I am finally getting around to a proper look at The New Living Parish Hymnbook that I bought at a Lifeline booksale many years ago.
Published in 1987 and edited by Father John de Luca it comes from an astonishingly fruitful time for Catholic hymnals in Australia. We had the Catholic Worship Book, Gather Australia, the Praise to God Parish Hymnal and As One Voice all published within ten years of each other.
I have never had an old Living Parish hymn book but this is his new one.

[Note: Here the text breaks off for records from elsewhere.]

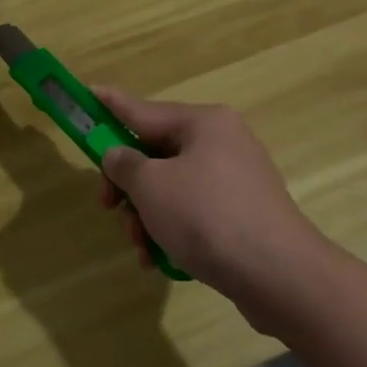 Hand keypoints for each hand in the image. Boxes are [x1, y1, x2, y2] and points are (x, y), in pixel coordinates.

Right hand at [93, 87, 328, 333]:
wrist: (278, 274)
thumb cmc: (207, 217)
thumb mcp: (152, 186)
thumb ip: (125, 165)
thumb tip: (118, 155)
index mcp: (205, 123)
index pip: (145, 109)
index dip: (111, 105)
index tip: (88, 91)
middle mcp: (223, 143)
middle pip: (158, 153)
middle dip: (129, 185)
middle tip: (107, 207)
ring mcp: (236, 180)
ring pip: (173, 188)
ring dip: (147, 216)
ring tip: (140, 248)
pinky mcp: (242, 214)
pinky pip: (194, 213)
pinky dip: (172, 231)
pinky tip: (159, 260) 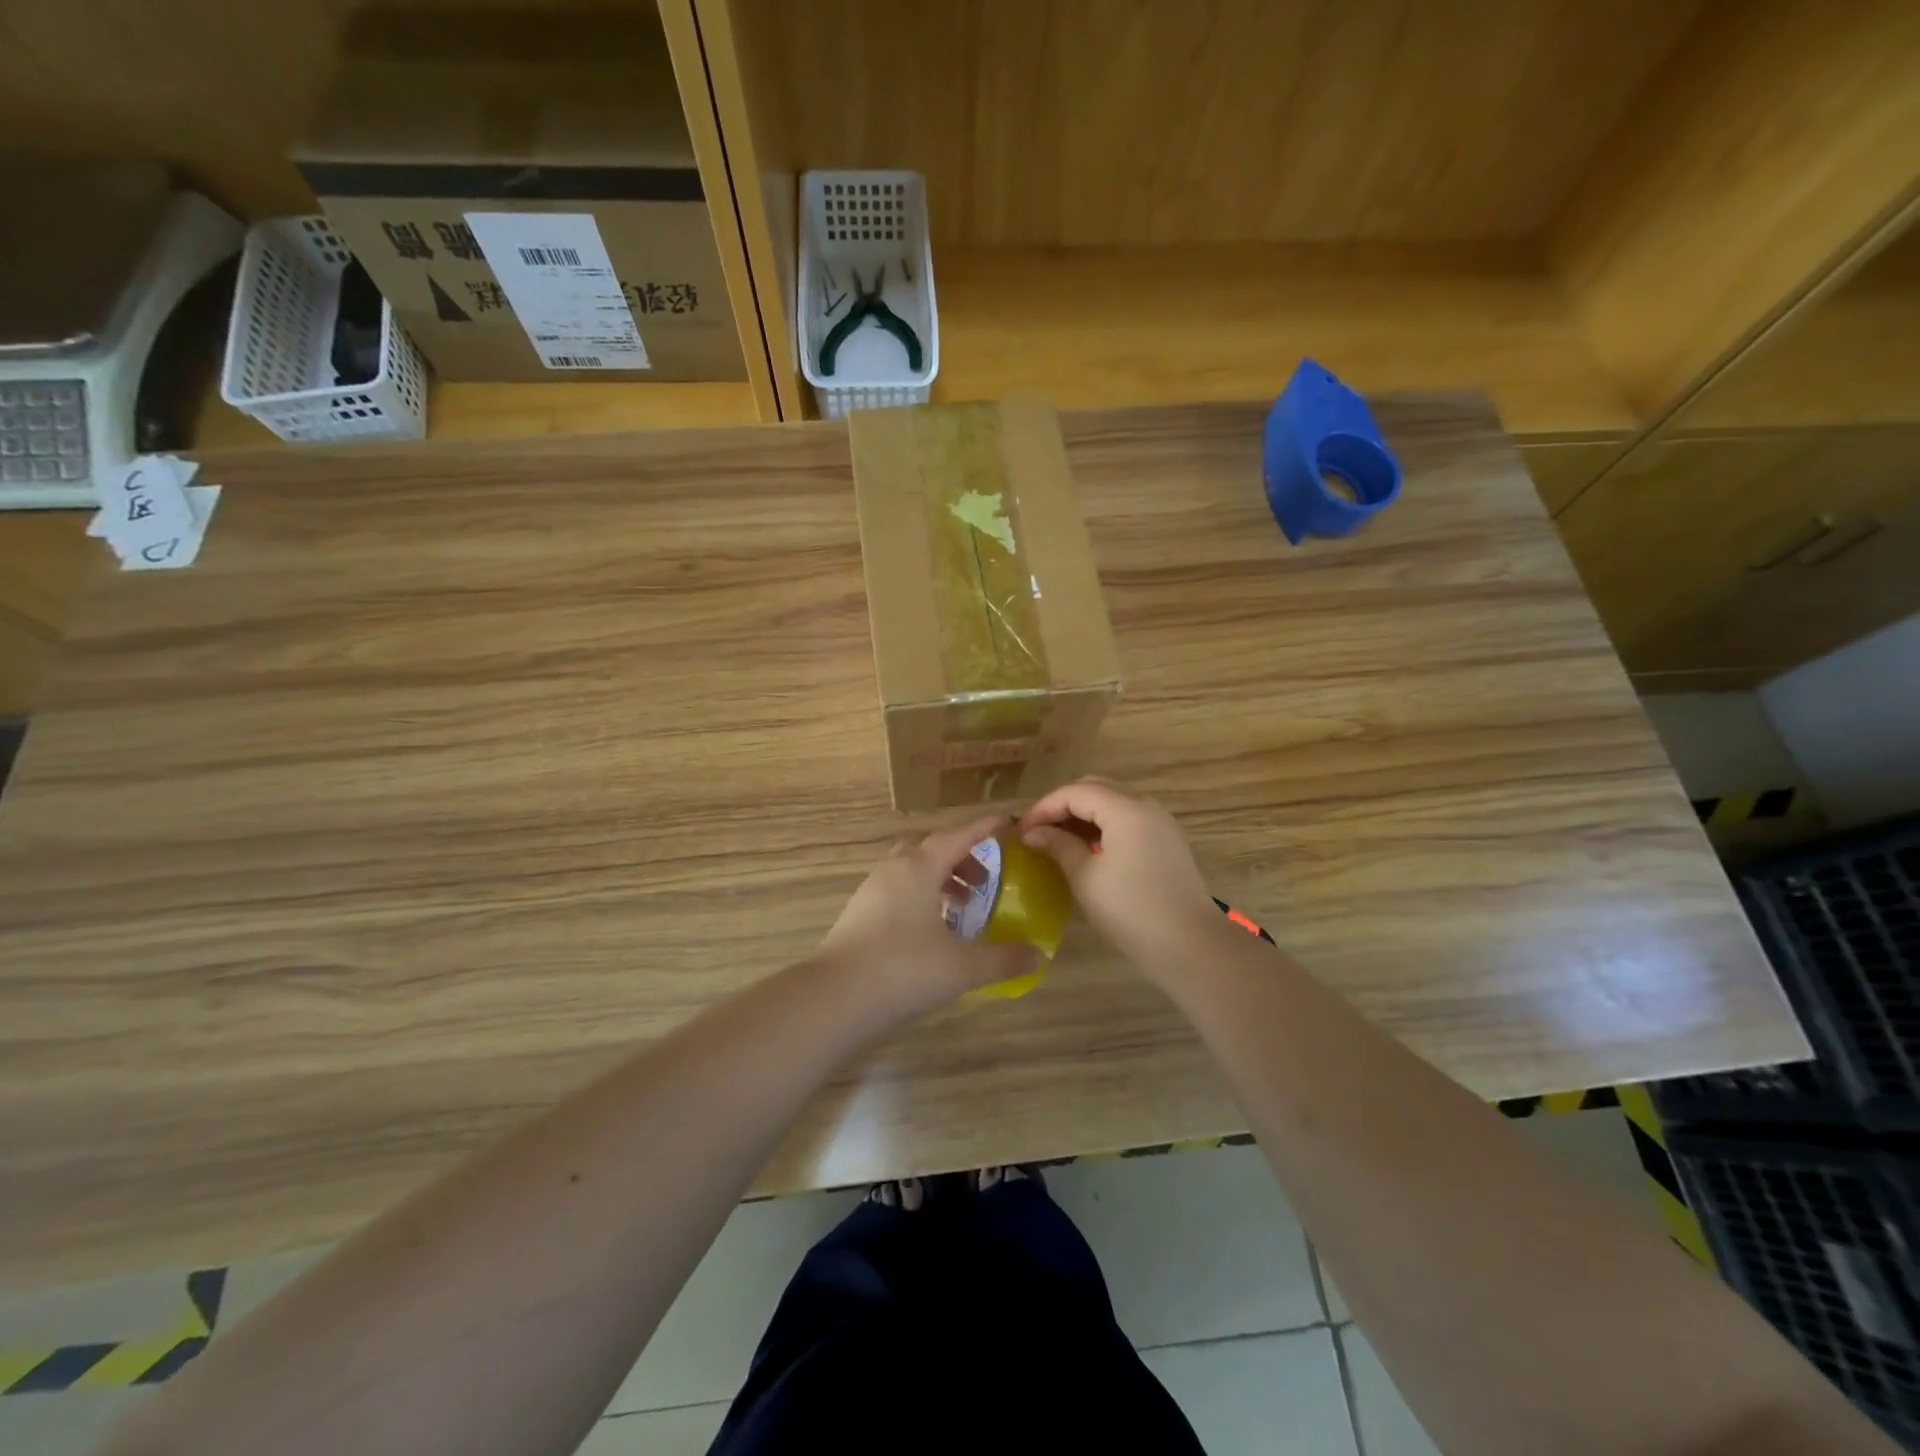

The more I look at the sheet music, the more amazing Father John de Luca’s acheivement was. He only died in 2023 and sadly looking at his legacy on Google, I found AI scraping an old post of mine about him, which is kind of useless.
His home organ did look great.
There were tributes at his death:
Fr John is the eldest of six children who grew up in Coogee.
It is with sadness that I advise of the death of Fr John de Luca.
Fr John passed away today, 18th January 2023 at his home in Little Bay. He was 80 years of age.
Fr John was born in Randwick on 19th May 1942. He was a seminarian at St Columba’s College, Springwood and St Patrick’s College, Manly and was ordained to the priesthood on 16th July 1966 at St Mary’s Cathedral by Cardinal Gilroy.
He served as Assistant Priest at Surry Hills (1966), Chaplain to the Christian Brothers’ Training College at Strathfield (1968), Assistant Priest at the Cathedral (1970), Assistant and then Administrator at Mona Vale (1977) Asquith (1984), Matraville (1985) before being appointed Parish Priest of Revesby (1992). He then served further terms as Administrator of Drummoyne (1995) and as Parish Priest of Maroubra Bay / Beach (1995) before retiring to lesser duties in October of 2007.
There is a lengthy Golden Jubilee homily he gave that mentions his music only in passing:
The thing that is special about this hymnal apart from its clear layout and occasional guitar chords provided by Chris Wilson, are his arrangments. Even with folk mass material he was not content to leave things rudimentary when the music could be enhanced. One idiosyncrasy of the good Father was that all titles are the first lines of the song.
I will likely cover every song here, mainly because of his arrangements, but also because many of the traditional songs are worth another look and better backings. There will be a lot of wind up BIAB church organ, but I have been making a fuller sound of late.
I gather the publisher went bankrupt and the hymnal is sadly, like most other Australian hymn books, AOV excepted, out of print. I can’t find second hand copies anywhere but have a look in old storerooms in the church hall, you never know your luck.